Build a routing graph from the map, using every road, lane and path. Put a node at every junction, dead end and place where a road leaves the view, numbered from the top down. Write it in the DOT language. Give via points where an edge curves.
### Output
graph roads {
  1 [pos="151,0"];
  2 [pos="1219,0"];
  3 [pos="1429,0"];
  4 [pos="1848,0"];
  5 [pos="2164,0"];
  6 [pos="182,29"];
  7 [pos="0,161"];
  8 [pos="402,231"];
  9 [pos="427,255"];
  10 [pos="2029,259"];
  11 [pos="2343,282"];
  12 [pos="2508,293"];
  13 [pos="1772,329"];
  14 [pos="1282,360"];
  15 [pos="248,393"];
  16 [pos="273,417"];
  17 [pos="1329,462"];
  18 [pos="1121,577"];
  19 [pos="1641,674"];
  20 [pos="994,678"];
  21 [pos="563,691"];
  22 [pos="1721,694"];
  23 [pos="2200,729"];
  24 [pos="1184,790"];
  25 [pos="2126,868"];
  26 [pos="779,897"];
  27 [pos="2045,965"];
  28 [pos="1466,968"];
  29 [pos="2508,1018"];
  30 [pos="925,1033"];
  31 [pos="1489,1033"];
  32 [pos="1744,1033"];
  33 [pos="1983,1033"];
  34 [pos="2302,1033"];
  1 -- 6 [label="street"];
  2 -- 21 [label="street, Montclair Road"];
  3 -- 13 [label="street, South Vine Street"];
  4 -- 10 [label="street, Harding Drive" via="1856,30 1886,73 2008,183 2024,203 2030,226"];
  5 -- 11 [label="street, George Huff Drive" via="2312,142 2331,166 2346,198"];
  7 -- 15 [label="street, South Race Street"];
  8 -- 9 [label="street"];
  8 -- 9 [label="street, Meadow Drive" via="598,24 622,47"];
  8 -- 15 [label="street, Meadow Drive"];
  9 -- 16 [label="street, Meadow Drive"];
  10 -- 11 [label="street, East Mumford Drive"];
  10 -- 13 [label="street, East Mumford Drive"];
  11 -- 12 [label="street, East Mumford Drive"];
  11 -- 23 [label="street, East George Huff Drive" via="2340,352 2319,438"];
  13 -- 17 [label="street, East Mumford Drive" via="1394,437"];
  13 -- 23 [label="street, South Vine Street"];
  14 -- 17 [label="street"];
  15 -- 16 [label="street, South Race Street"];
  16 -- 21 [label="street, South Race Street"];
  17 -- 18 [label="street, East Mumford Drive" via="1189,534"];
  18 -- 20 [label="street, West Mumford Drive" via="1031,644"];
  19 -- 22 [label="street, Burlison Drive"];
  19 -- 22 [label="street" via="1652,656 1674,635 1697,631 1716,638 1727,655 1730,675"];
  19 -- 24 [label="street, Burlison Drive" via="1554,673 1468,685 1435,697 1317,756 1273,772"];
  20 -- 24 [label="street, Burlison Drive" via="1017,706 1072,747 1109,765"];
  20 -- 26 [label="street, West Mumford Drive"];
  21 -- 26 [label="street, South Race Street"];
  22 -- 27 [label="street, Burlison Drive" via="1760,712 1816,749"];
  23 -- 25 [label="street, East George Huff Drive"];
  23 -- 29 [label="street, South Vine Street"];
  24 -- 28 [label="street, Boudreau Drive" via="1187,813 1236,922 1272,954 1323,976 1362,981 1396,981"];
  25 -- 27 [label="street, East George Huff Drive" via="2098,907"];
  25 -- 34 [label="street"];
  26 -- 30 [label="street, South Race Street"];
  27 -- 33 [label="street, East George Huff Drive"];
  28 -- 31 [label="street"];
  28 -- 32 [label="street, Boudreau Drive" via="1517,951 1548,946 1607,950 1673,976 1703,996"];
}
________________________________________
### TRY IT:
Give the number of lines in the entries that hold the word "Burlison", and nothing else.

### SOLUTION TO THE PROBLEM:
4